The Durable Power of Attorney
For most people, the durable power of attorney is the most important estate planning instrument available--even more useful than a Last Will and Testament. A power of attorney allows a person you appoint -- your "attorney-in-fact" or “agent” -- to act in your place for financial purposes when and if you ever become incapacitated.
In that case, the person you choose will be able to step in and take care of your financial affairs. Without a durable power of attorney, no one can represent you unless a court appoints a conservator or guardian. That court process takes time, costs money, and the judge may not choose the person you would prefer. In addition, under a guardianship or conservatorship, your representative may have to seek court permission to take planning steps that she could implement immediately under a simple durable power of attorney.
These rules even apply between spouses. If your spouse is incapacitated, you cannot sign his name to a deed, withdraw assets from his IRA or cash his pension check. The reason for this is our system of law provides that once we are adults at age 18, no one else can make legal, financial or health care decisions for us. That is the independence we enjoy as Americans. This is very beneficial until we become incapacitated. Then, in order to protect our rights, a probate court has to first verify that we are incapacitated by holding a hearing to determine if we are incompetent. If the judge believes we are incompetent, the judge must then appoint someone to act on our behalf to make financial decisions (a Conservator) and medical and personal decisions (a Guardian). These rules apply regardless if we are married or single.
In Michigan, the law also provides that you can opt out of the probate system by creating an estate plan in advance.
A power of attorney may be limited or general. A limited power of attorney may give someone the right to sign a deed to property on a day when you are out of town. Or it may allow someone to sign checks for you. A general power is comprehensive and gives your agent all the powers and rights that you have yourself over your property. The law requires that your agent only exercise this authority in your bests interests.
A power of attorney may also be either current or "springing." Most powers of attorney take effect immediately upon their execution, even if the understanding is that they will not be used until and unless you become incapacitated. However, the document can also be written so that it does not become effective until such incapacity occurs. In such cases, it is very important that the standard for determining incapacity and triggering the power of attorney be clearly laid out in the document itself.
However, some individuals experience difficulty in getting banks or other financial institutions to recognize the authority of an agent under a durable power of attorney.
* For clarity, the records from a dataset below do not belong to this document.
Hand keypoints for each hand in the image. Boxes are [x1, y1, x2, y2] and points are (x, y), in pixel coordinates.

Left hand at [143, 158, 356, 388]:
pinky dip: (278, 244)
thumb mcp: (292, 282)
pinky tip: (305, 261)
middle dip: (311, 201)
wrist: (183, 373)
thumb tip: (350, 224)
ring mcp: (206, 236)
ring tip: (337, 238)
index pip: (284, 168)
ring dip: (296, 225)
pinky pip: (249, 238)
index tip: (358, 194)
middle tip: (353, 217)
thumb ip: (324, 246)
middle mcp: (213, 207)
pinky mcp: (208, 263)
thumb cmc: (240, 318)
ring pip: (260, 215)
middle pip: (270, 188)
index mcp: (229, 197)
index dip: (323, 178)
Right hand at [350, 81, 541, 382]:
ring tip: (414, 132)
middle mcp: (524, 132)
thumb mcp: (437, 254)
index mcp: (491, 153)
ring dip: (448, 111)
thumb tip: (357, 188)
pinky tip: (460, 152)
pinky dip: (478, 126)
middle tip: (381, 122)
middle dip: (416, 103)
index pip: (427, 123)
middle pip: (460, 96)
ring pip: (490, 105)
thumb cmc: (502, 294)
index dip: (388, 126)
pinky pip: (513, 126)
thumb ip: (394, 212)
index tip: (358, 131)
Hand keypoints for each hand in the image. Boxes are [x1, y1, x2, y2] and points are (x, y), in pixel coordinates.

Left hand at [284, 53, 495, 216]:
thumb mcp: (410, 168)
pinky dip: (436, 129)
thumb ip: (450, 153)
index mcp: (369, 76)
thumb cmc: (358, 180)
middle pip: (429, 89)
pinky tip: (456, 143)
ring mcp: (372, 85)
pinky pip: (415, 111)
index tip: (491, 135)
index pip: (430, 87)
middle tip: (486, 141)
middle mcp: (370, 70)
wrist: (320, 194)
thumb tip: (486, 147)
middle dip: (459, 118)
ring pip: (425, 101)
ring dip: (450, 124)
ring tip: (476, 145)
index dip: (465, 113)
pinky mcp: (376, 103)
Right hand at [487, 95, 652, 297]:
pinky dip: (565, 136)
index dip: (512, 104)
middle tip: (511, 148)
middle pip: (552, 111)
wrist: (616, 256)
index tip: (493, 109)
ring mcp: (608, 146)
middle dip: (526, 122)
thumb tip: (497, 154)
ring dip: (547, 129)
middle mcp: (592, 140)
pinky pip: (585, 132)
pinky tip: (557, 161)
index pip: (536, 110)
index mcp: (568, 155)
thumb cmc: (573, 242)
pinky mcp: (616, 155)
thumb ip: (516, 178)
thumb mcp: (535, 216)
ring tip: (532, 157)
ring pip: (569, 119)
A certain amount of caution on the part of financial institutions is understandable: When someone steps forward claiming to represent the account holder, the financial institution wants to verify that the agent indeed has the authority to act for the principal. Still, some institutions go overboard, for example requiring that the agent indemnify them against any loss. Many banks or other financial institutions have their own standard power of attorney forms. To avoid problems, you may want to execute such forms offered by the institutions with which you have accounts. In addition, many attorneys counsel their clients to create living trusts in part to avoid this sort of problem with powers of attorney.
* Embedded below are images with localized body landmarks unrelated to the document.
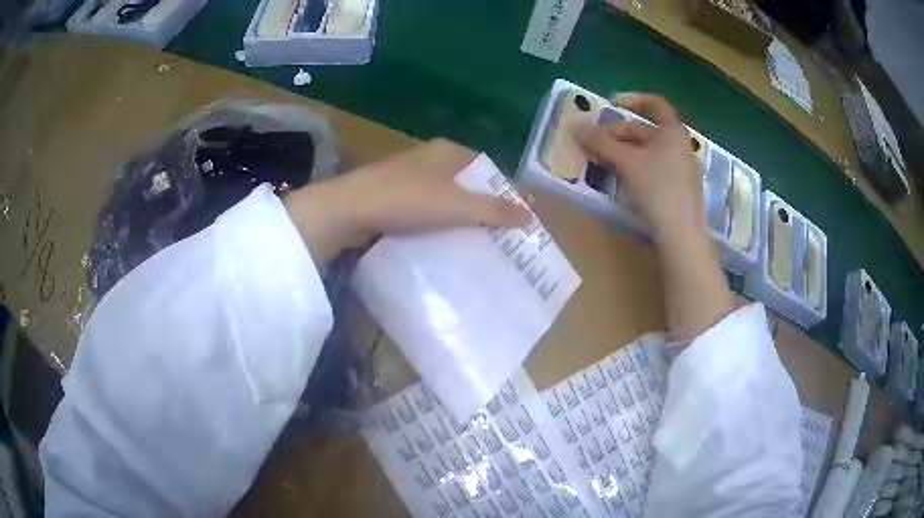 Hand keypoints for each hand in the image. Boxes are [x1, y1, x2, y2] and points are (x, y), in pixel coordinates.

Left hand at [284, 139, 531, 263]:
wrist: (348, 209)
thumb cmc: (405, 199)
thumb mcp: (455, 205)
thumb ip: (493, 210)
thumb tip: (530, 216)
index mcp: (448, 152)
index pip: (488, 168)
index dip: (505, 191)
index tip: (517, 218)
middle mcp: (430, 160)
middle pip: (468, 184)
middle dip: (484, 208)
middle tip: (501, 236)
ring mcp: (409, 177)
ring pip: (446, 198)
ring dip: (461, 218)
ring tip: (479, 244)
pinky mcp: (394, 196)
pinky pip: (427, 210)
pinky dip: (439, 224)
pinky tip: (446, 244)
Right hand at [579, 94, 704, 245]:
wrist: (681, 234)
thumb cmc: (658, 188)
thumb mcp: (626, 162)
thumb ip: (601, 143)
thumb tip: (576, 127)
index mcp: (673, 131)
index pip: (655, 103)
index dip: (631, 99)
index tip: (609, 106)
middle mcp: (681, 145)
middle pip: (645, 131)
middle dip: (618, 135)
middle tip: (595, 146)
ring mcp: (683, 169)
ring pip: (648, 152)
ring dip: (624, 153)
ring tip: (604, 163)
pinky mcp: (680, 189)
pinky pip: (655, 168)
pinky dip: (637, 168)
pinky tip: (623, 181) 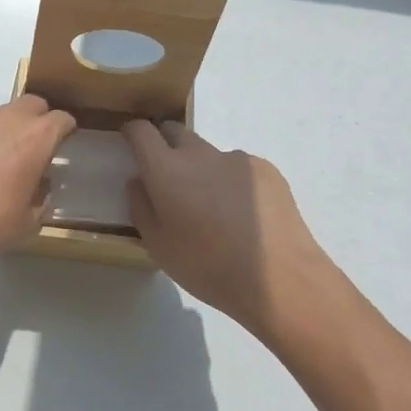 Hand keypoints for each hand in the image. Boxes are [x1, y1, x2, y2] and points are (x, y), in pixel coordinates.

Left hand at [0, 96, 76, 281]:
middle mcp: (5, 117)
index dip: (64, 132)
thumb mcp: (26, 223)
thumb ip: (41, 197)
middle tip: (25, 151)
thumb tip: (39, 183)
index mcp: (34, 138)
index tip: (60, 147)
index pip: (62, 119)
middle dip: (34, 122)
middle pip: (31, 105)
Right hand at [123, 120, 351, 339]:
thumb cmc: (208, 267)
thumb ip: (141, 208)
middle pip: (175, 132)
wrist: (280, 279)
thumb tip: (139, 182)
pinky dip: (232, 182)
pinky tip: (244, 215)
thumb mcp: (158, 247)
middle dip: (165, 145)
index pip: (142, 131)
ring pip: (208, 153)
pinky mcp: (266, 169)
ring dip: (202, 169)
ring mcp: (237, 158)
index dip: (132, 132)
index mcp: (167, 170)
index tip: (129, 141)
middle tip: (167, 178)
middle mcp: (200, 154)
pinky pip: (238, 168)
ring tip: (214, 209) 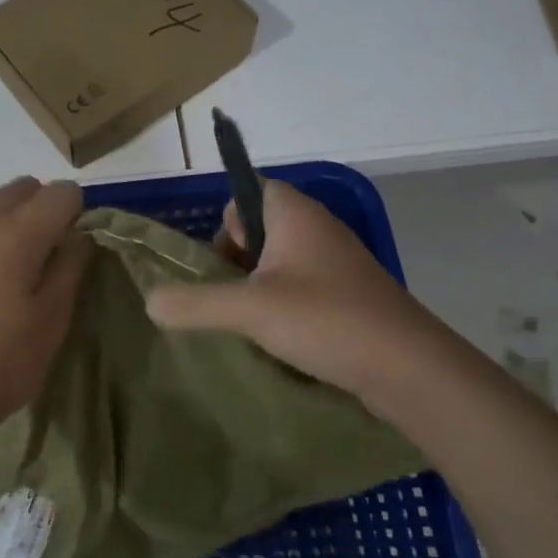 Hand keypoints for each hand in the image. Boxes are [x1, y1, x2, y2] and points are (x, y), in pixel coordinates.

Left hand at [0, 177, 90, 426]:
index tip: (70, 243)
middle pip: (23, 186)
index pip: (62, 193)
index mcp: (20, 235)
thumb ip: (70, 267)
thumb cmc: (3, 363)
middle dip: (41, 206)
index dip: (74, 212)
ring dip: (1, 207)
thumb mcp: (53, 320)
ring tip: (1, 245)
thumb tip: (77, 235)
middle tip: (40, 249)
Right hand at [145, 179, 415, 402]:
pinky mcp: (347, 296)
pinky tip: (274, 338)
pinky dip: (280, 306)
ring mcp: (335, 264)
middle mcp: (316, 229)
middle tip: (226, 297)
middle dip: (233, 260)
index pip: (248, 189)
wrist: (408, 367)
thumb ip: (194, 303)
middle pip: (258, 228)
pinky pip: (300, 288)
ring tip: (245, 323)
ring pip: (278, 262)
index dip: (224, 220)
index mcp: (294, 213)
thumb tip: (150, 300)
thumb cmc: (325, 319)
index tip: (215, 260)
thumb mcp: (249, 309)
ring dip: (254, 288)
While you should seriously consider executing a durable power of attorney, if you do not have someone you trust to appoint it may be more appropriate to have the probate court looking over the shoulder of the person who is handling your affairs through a guardianship or conservatorship. In that case, you may execute a limited durable power of attorney simply nominating the person you want to serve as your conservator or guardian. Most states require the court to respect your nomination unless there is a good reason not to.
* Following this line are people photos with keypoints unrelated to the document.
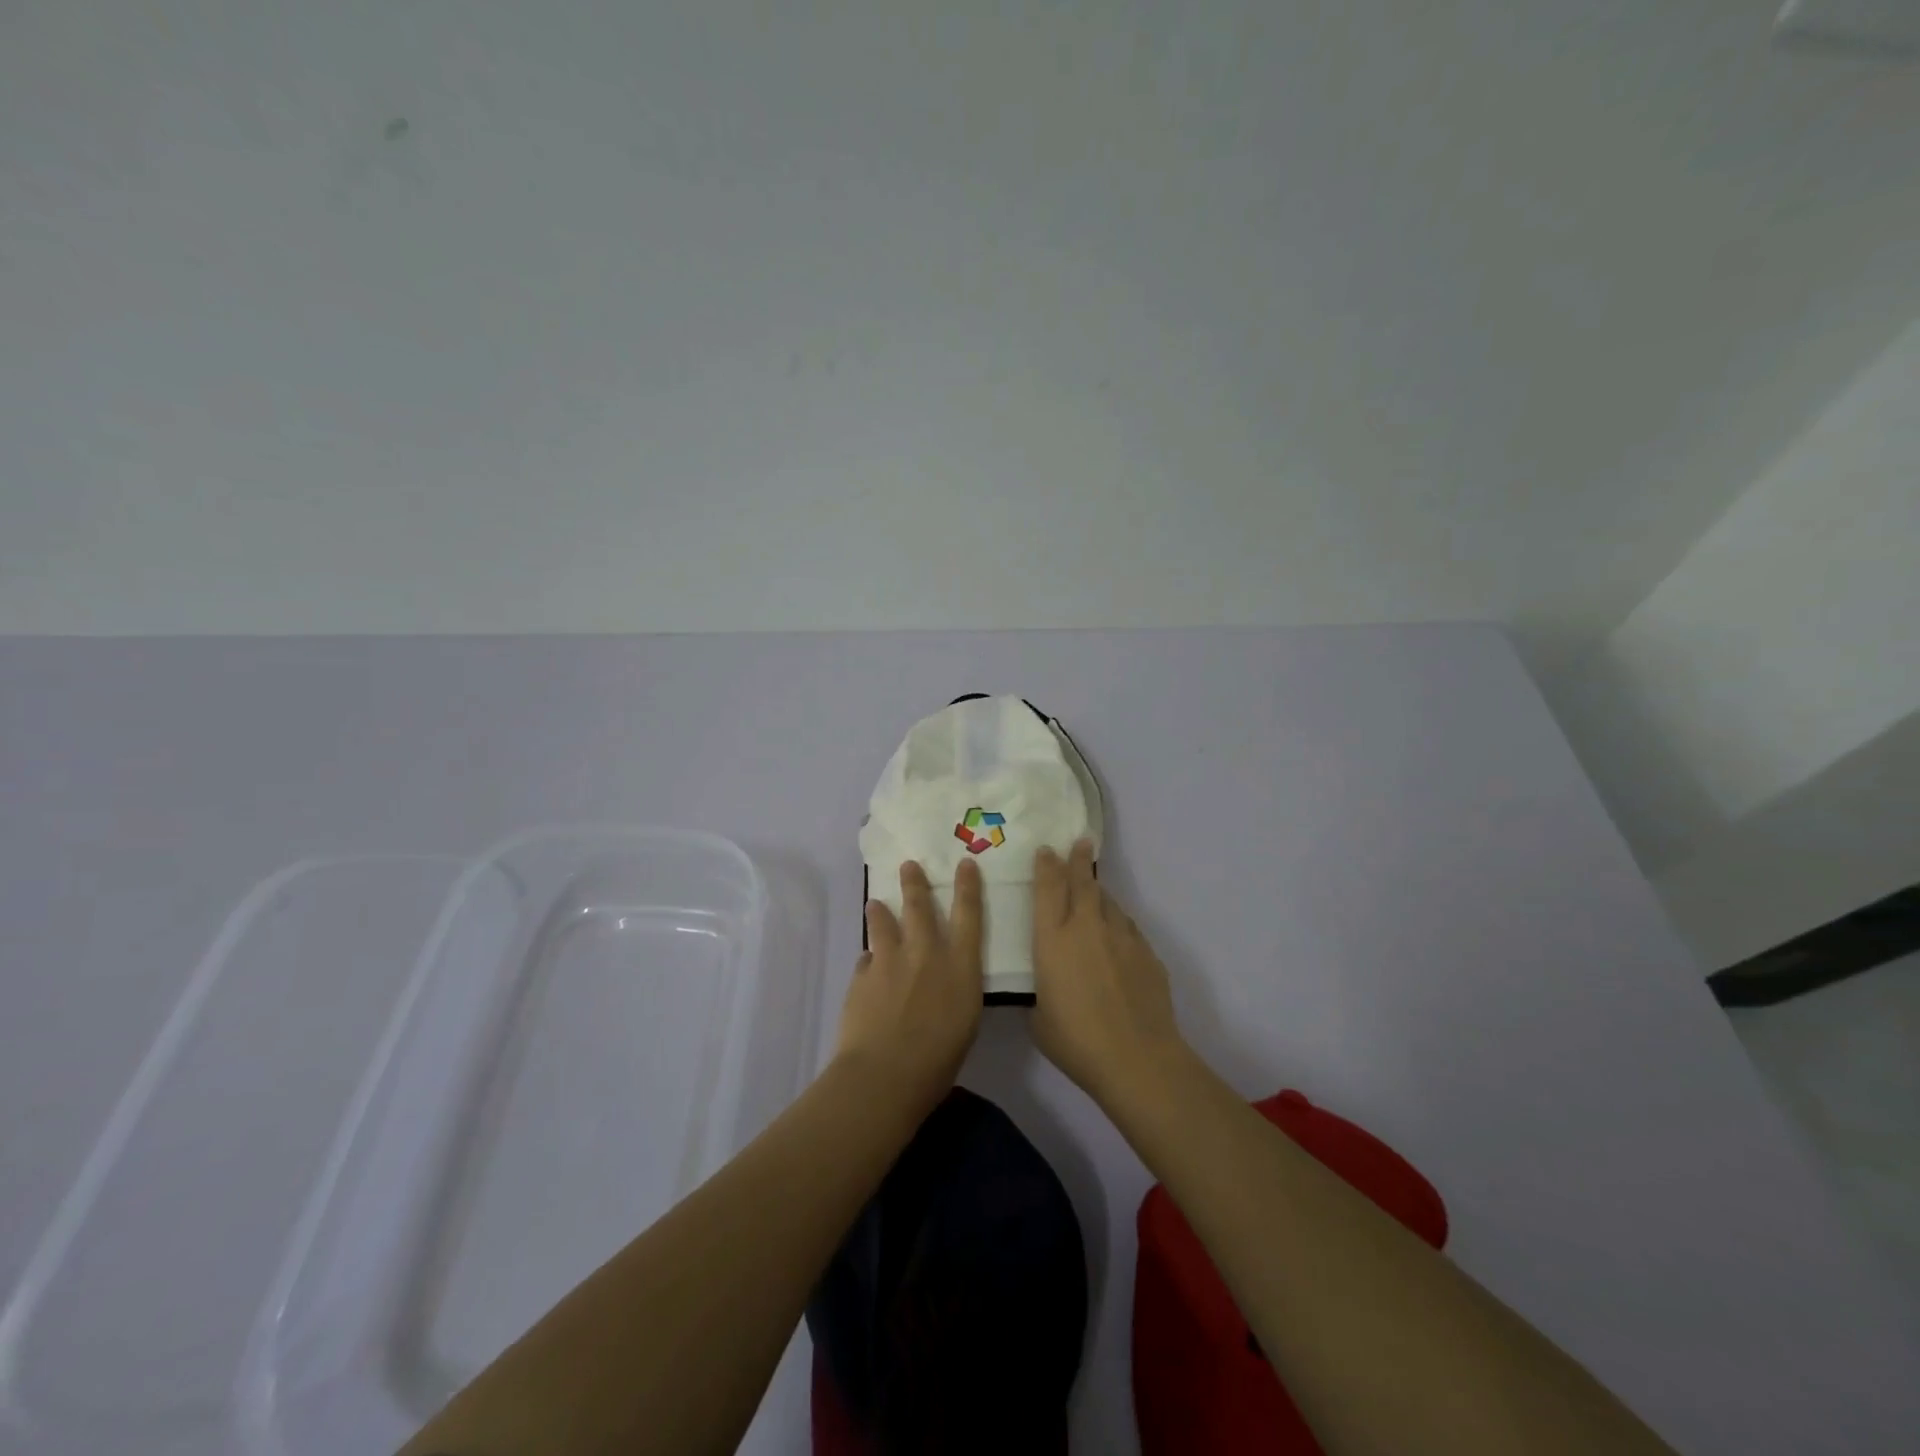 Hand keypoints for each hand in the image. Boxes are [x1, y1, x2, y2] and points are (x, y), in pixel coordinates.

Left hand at [834, 859, 983, 1110]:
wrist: (885, 1074)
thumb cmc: (938, 1061)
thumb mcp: (965, 1023)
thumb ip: (955, 991)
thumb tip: (943, 980)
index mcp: (959, 967)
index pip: (968, 916)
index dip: (967, 887)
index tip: (964, 863)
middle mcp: (925, 954)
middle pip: (920, 907)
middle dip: (915, 883)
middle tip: (908, 865)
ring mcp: (890, 961)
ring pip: (883, 923)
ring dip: (880, 912)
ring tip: (876, 904)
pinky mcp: (862, 976)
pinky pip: (866, 960)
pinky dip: (869, 961)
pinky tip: (867, 967)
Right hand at [1031, 840, 1189, 1105]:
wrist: (1137, 1058)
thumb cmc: (1076, 1041)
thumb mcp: (1040, 1018)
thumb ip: (1041, 991)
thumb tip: (1049, 986)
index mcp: (1053, 939)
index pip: (1047, 888)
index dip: (1046, 866)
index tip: (1047, 850)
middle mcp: (1086, 927)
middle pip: (1082, 882)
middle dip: (1079, 859)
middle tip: (1080, 842)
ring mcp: (1121, 936)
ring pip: (1108, 902)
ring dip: (1099, 893)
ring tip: (1095, 891)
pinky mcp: (1147, 952)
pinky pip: (1128, 928)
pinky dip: (1118, 924)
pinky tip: (1117, 937)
One important fact to remember about Powers of Attorney is that your agent ceases to have any authority to make financial decisions the moment you pass away. This is because the law provides a power of attorney is only a grant of authority that has any effect while you are alive. As such, Powers of Attorney do not work to avoid probate or distribute your estate after your death. That is why a Last Will and Testament or Trust should be part of the estate plan.